### DATA SUPPLIED

──────────────────────────────

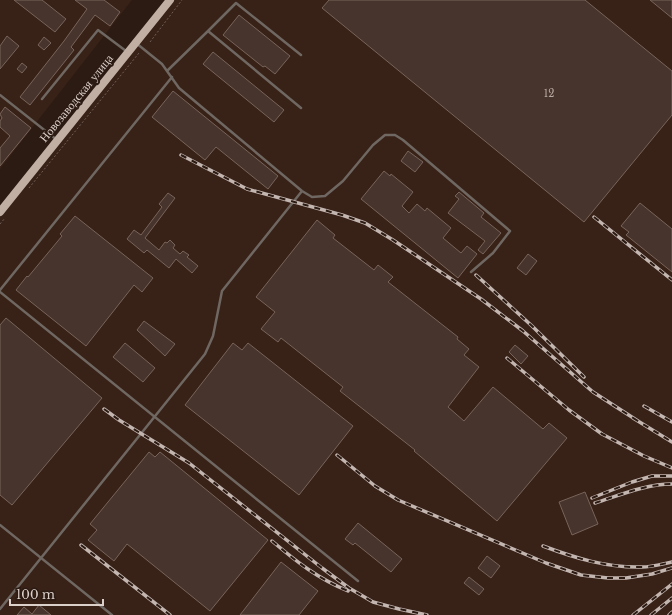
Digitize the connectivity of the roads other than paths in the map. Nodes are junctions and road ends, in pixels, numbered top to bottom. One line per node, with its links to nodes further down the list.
1 (170, 0): 3 (main road, Новозаводская улица)
2 (208, 31): 5 (lane); 6 (lane); 10 (lane)
3 (136, 43): 4 (main road, Новозаводская улица); 6 (lane)
4 (128, 52): 9 (lane); 11 (main road, Новозаводская улица)
5 (301, 55)
6 (167, 71): 7 (lane)
7 (172, 77): 12 (lane); 15 (lane)
8 (0, 95): 11 (lane)
9 (42, 99)
10 (301, 108)
11 (57, 141): 13 (main road, Новозаводская улица)
12 (302, 191): 14 (lane); 16 (lane)
13 (2, 215)
14 (471, 272)
15 (0, 291): 16 (lane)
16 (154, 417): 18 (lane); 19 (lane)
17 (0, 525): 18 (lane)
18 (41, 558): 20 (lane); 21 (lane)
19 (358, 581)
20 (0, 609)
21 (112, 615)

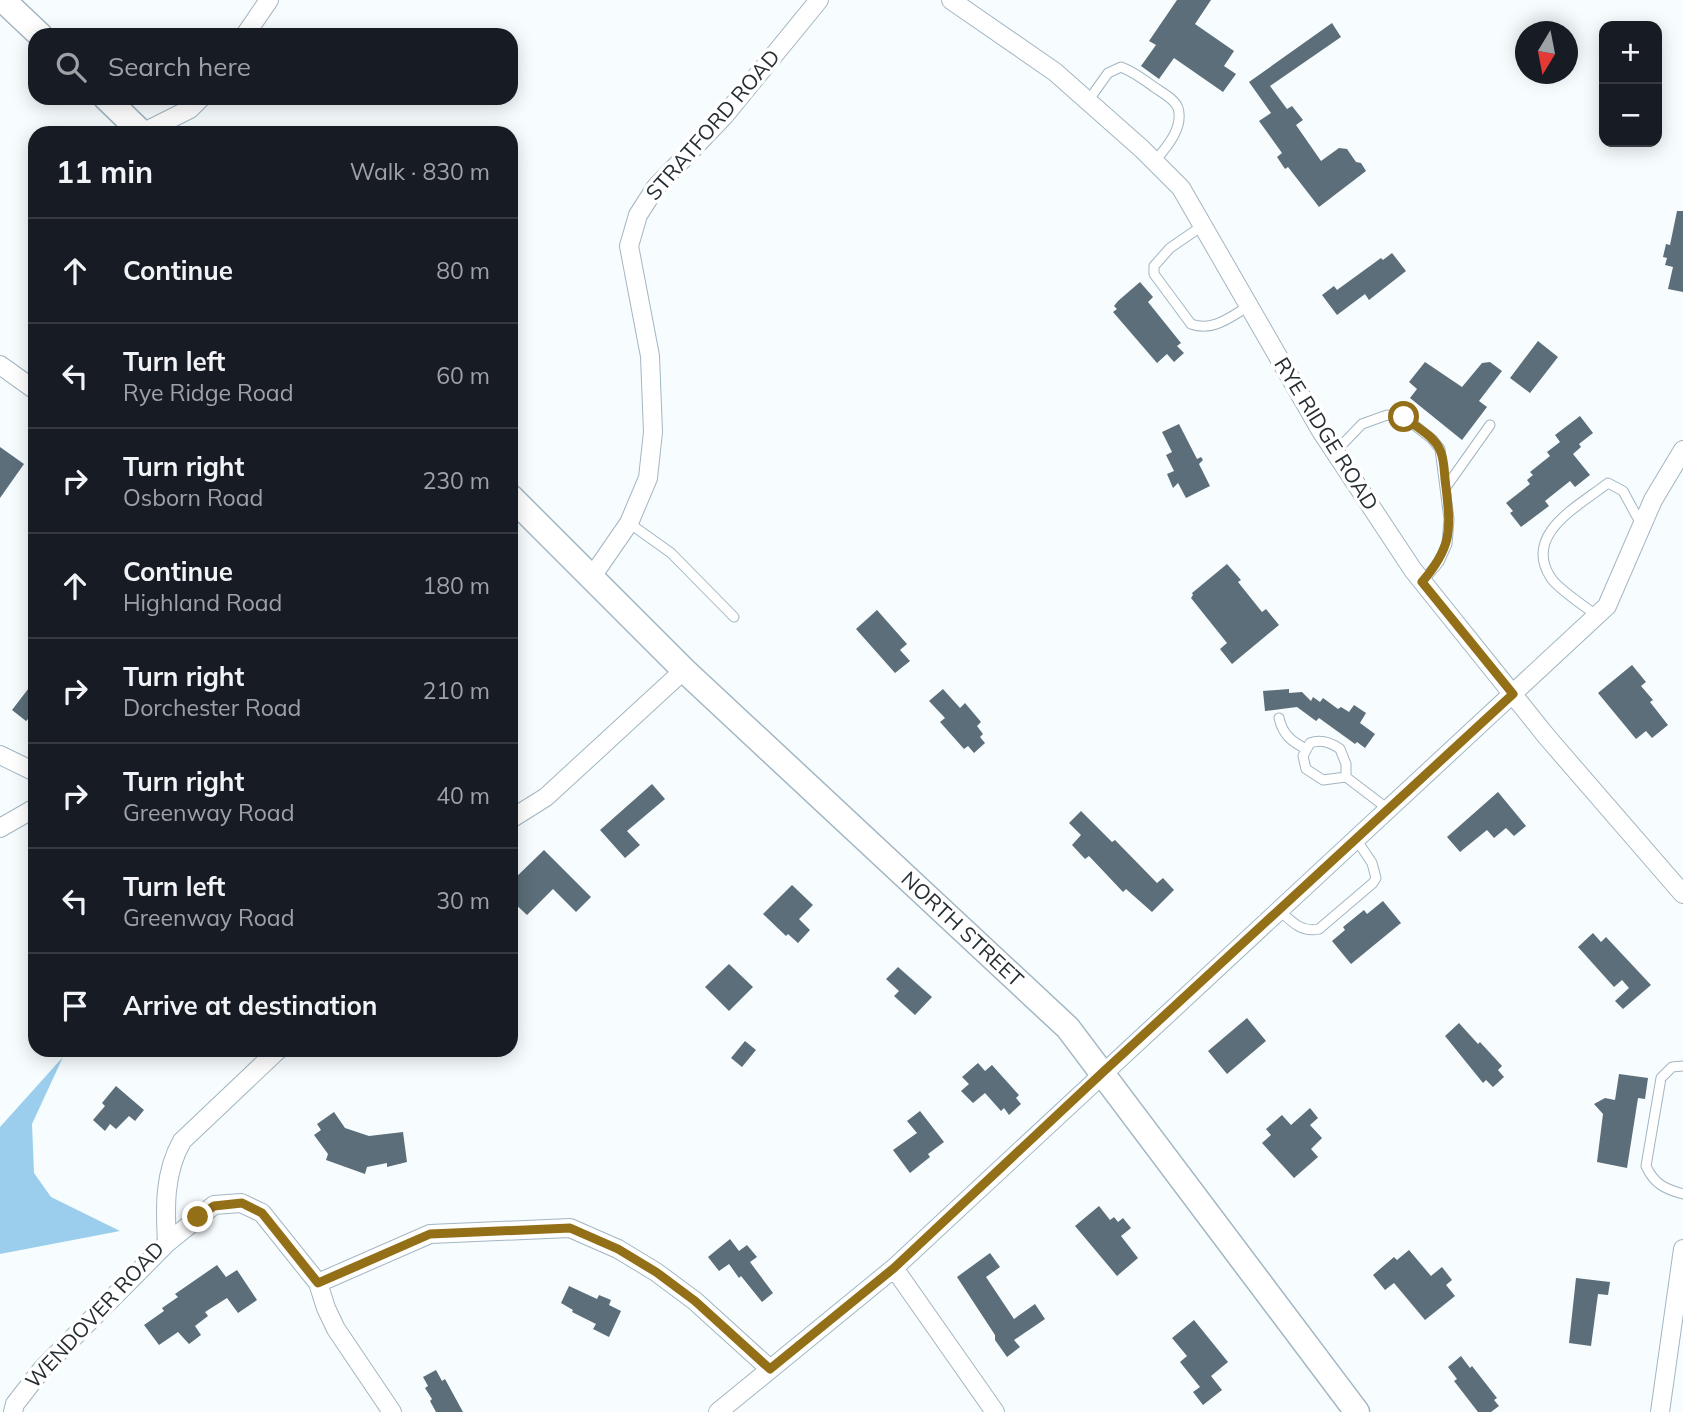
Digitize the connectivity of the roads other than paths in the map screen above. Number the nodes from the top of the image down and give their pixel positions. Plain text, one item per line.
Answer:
1 (4, 0) edge
2 (269, 0) edge
3 (819, 0) edge
4 (951, 0) edge
5 (33, 28) edge
6 (249, 28) edge
7 (1087, 100) junction
8 (113, 105) edge
9 (194, 105) edge
10 (135, 126) edge
11 (156, 126) edge
12 (1154, 161) junction
13 (1202, 226) junction
14 (1249, 306) junction
15 (0, 365) edge
16 (28, 385) edge
17 (1490, 425) dead end
18 (1683, 450) edge
19 (1335, 452) junction
20 (1446, 487) junction
21 (518, 504) edge
22 (629, 523) junction
23 (1642, 526) junction
24 (591, 578) junction
25 (1422, 582) junction
26 (1597, 616) junction
27 (734, 617) dead end
28 (684, 670) junction
29 (1513, 694) junction
30 (1279, 718) dead end
31 (1306, 749) junction
32 (0, 755) edge
33 (28, 769) edge
34 (1346, 777) junction
35 (1388, 809) junction
36 (28, 812) edge
37 (518, 815) edge
38 (0, 828) edge
39 (1356, 839) junction
40 (1683, 894) edge
41 (1279, 910) junction
42 (271, 1057) edge
43 (1683, 1066) edge
44 (1102, 1073) junction
45 (1683, 1194) edge
46 (167, 1243) junction
47 (1683, 1249) edge
48 (894, 1268) junction
49 (318, 1283) junction
50 (770, 1369) junction
51 (13, 1412) edge
52 (392, 1412) edge
53 (718, 1412) edge
54 (995, 1412) edge
55 (1357, 1412) edge
56 (1660, 1412) edge

1 - 5 main road
2 - 6 street
3 - 22 street, STRATFORD ROAD
4 - 7 street, RYE RIDGE ROAD
7 - 12 street, RYE RIDGE ROAD
7 - 12 lane
8 - 10 main road
9 - 11 street
12 - 13 street, RYE RIDGE ROAD
13 - 14 street, RYE RIDGE ROAD
13 - 14 lane
14 - 19 street, RYE RIDGE ROAD
15 - 16 street
17 - 20 lane
18 - 23 street
19 - 20 lane
19 - 25 street, RYE RIDGE ROAD
20 - 25 lane
21 - 24 main road, NORTH STREET
22 - 24 street, STRATFORD ROAD
22 - 27 lane
23 - 26 street
23 - 26 lane
24 - 28 main road, NORTH STREET
25 - 29 street, RYE RIDGE ROAD
26 - 29 street
28 - 37 street
28 - 44 main road, NORTH STREET
29 - 35 street
29 - 40 street, RYE RIDGE ROAD
30 - 31 lane
31 - 34 lane
31 - 34 lane
32 - 33 street
34 - 35 lane
35 - 39 street
36 - 38 street
39 - 41 street
39 - 41 lane
41 - 44 street
42 - 46 street, WENDOVER ROAD
43 - 45 lane
44 - 48 street
44 - 55 main road, NORTH STREET
46 - 49 street
46 - 51 street, WENDOVER ROAD
47 - 56 street
48 - 50 street
48 - 54 street
49 - 50 street
49 - 52 street
50 - 53 street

──────────────────────────────

### WHAT YOU NEED TO DO
Set the lines above down again, word for word, from the first through the one containing "item per line."; pictures excluded.

### TASK ANSWER
Digitize the connectivity of the roads other than paths in the map. Nodes are junctions and road ends, in pixels, numbered top to bottom. One line per node, with its links to nodes further down the list.
1 (170, 0): 3 (main road, Новозаводская улица)
2 (208, 31): 5 (lane); 6 (lane); 10 (lane)
3 (136, 43): 4 (main road, Новозаводская улица); 6 (lane)
4 (128, 52): 9 (lane); 11 (main road, Новозаводская улица)
5 (301, 55)
6 (167, 71): 7 (lane)
7 (172, 77): 12 (lane); 15 (lane)
8 (0, 95): 11 (lane)
9 (42, 99)
10 (301, 108)
11 (57, 141): 13 (main road, Новозаводская улица)
12 (302, 191): 14 (lane); 16 (lane)
13 (2, 215)
14 (471, 272)
15 (0, 291): 16 (lane)
16 (154, 417): 18 (lane); 19 (lane)
17 (0, 525): 18 (lane)
18 (41, 558): 20 (lane); 21 (lane)
19 (358, 581)
20 (0, 609)
21 (112, 615)

Digitize the connectivity of the roads other than paths in the map screen above. Number the nodes from the top of the image down and give their pixel positions. Plain text, one item per line.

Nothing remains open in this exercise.